Parada Cardio-Respiratória (PCR) é o cessar da atividade elétrica e/ou mecânica do coração, o que 
não gera circulação do sangue pelo organismo. 
 
 MANIFESTAÇÃO CLÍNICA: 
 
 Inconsciência; 
 Ausência de movimentos respiratórios ou gasping (respiração anormal e agonizante) 
 Ausência de pulso carotídeo 
 
Estatísticamente, cerca de 85% das PCR´s ocorridas fora do ambiente hospitalar acontecem em 
casa. 
Os neurônios (células cerebrais) são extremamente sensíveis à falta de oxigênio e glicose; portanto, 
o atendimento à vítima de PCR deve ser iniciado o mais precocemente possível. Após 10 segundos de 
PCR sem atendimento, ocorre a perda da consciência. Após 04 minutos, todas as reservas de glicose 
se acabam e, em 06 minutos, começa o dano celular irreversível. Após 16 minutos de PCR, a morte 
cerebral é completa. Portanto, o tempo é fator importantíssimo no que se refere ao atendimento à vítima 
de PCR e o socorro deve ser rápido e eficaz. 
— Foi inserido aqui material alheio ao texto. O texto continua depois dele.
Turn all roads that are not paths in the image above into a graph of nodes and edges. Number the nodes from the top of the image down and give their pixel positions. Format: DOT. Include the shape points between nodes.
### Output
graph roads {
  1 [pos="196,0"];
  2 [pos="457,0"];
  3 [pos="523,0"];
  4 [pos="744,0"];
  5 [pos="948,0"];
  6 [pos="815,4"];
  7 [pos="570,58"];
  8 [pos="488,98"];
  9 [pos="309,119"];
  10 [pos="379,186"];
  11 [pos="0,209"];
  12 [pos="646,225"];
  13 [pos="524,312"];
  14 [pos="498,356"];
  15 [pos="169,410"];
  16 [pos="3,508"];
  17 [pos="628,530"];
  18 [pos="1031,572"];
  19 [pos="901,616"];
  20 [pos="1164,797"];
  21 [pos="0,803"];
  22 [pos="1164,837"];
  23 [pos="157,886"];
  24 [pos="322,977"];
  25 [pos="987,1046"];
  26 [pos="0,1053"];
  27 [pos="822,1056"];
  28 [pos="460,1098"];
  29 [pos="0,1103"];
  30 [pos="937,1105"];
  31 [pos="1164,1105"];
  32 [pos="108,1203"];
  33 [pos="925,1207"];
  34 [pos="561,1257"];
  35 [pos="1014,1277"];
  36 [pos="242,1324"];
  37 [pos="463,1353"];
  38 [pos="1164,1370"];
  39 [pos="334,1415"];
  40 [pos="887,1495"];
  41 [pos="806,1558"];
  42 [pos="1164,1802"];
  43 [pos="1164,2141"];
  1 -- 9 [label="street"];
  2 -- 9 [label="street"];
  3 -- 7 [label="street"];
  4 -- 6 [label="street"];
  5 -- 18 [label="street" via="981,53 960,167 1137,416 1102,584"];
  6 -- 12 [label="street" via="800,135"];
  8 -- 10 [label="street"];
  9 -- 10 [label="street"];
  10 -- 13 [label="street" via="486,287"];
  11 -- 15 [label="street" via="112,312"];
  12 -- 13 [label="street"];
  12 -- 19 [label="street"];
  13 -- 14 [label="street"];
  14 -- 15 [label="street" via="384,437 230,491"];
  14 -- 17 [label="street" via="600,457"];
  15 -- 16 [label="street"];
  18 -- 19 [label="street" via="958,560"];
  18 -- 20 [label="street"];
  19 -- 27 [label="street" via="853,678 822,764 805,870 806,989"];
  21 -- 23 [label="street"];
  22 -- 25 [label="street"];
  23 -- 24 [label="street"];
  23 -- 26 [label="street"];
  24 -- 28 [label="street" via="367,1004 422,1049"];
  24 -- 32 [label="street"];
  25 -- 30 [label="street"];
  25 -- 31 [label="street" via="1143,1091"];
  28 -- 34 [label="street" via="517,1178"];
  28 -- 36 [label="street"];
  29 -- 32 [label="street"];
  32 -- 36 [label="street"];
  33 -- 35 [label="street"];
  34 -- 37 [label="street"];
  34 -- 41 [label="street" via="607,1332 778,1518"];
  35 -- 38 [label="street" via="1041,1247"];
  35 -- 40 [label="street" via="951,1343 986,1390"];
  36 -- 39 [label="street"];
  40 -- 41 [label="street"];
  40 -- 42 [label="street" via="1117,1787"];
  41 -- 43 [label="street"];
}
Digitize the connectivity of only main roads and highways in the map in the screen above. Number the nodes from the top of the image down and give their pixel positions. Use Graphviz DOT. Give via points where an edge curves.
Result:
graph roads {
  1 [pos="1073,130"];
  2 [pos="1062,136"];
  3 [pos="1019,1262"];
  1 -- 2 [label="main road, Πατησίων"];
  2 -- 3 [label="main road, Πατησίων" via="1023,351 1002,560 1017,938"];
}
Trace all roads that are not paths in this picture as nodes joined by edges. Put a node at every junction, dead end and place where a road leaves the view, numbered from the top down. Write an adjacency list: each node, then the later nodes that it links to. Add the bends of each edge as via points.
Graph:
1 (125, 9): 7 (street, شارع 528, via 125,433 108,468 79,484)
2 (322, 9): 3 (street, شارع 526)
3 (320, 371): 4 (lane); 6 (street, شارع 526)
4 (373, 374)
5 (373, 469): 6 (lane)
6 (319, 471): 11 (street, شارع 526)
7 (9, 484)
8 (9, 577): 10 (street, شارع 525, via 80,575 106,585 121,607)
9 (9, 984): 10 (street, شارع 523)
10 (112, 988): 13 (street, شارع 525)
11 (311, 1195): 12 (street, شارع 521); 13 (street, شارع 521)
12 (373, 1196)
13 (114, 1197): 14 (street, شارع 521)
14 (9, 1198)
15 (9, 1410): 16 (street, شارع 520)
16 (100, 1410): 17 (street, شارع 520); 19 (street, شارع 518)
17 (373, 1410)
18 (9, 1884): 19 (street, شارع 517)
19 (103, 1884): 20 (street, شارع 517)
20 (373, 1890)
Mais de 90% das Paradas Cardíacas ocorridas no ambiente extra-hospitalar tem como causa a 
FIBRILAÇÃO VENTRICULAR, um tipo de arritmia fatal, cuja reversão efetiva só é possível através da 
desfibrilação. A desfibrilação é a aplicação de uma corrente elétrica por meio de um desfibrilador, com o 
objetivo de reorganizar a atividade elétrica do coração, revertendo arritmias letais. 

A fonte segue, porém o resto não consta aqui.